Five years ago, when I wrote this book, I was more focused on bringing clarity to the debate, at a time when most discussions on the issue of climate change were largely emotional. Accordingly, I titled the book, Climate Change: What does it Mean? Now that the debate is largely behind us, the question we should be asking is what does climate change mean for humanity?
Human life on earth is said to have begun with homo erectus, about two million years ago, when it branched out on a separate evolutionary path from the other great apes. But during this period, our Earth went through twenty distinct ice ages, each lasting roughly 100,000 years. The last one started about 100,000 years ago, and so the next one should be just around the corner. But that corner could be another century or millennium away. It's well beyond our future and that of our children to concern us.
The question we should be asking is, how did our ancient ancestors cope with the last ice age? It's well known that the great apes and our ancestors originated in Africa, which has been largely unaffected by the ice ages. The northern hemisphere, which contains the largest part of the land mass, was under ice sheets for most of the time and suffered the worst of the climatic changes. So, when our ancestors started migrating out of Africa, about 200,000 years ago, their range of travel to Europe and Asia was at the maximum during the interglacial periods, which typically lasted about 10,000 years. As the ice receded our ancestors moved north, and when the ice descended they moved south.
The last ice age ended about 10,000 years ago and provided our ancestors a period of relative climatic stability.
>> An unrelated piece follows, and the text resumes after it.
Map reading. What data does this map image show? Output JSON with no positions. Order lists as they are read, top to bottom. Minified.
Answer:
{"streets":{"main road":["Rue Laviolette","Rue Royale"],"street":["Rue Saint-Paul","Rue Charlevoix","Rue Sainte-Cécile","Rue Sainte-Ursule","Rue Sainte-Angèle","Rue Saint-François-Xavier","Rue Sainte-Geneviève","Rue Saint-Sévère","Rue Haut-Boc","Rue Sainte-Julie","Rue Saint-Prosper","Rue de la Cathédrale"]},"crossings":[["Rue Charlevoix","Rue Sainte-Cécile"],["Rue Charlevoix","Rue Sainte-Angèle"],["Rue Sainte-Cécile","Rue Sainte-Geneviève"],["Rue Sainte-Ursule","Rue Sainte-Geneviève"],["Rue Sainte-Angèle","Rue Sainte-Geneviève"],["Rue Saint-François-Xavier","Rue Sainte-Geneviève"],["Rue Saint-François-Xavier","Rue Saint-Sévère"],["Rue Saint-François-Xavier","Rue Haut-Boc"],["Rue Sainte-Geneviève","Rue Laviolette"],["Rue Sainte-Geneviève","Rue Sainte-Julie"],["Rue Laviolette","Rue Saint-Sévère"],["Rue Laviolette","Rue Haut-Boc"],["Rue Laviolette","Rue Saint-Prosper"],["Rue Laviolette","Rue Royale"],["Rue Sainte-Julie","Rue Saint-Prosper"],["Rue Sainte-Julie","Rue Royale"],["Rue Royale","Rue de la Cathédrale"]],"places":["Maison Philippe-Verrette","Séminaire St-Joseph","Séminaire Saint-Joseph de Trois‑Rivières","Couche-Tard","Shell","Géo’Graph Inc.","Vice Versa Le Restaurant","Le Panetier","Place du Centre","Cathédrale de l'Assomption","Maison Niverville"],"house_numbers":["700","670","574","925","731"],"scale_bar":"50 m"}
Prior to that, annual average temperatures in the northern hemisphere were marked by wild swings, as much as 15C in a single decade. It was this stable climate that allowed our ancestors to settle down, grow their own food and live in cities. Writing was invented and culture developed. In short, they became civilized!
For the first time in 10,000 years, we're starting to ask the question of whether that period of stability is in jeopardy. We're concerned about temperature changes of 1C over the course of this century, but this pales in comparison with those that occurred in the past.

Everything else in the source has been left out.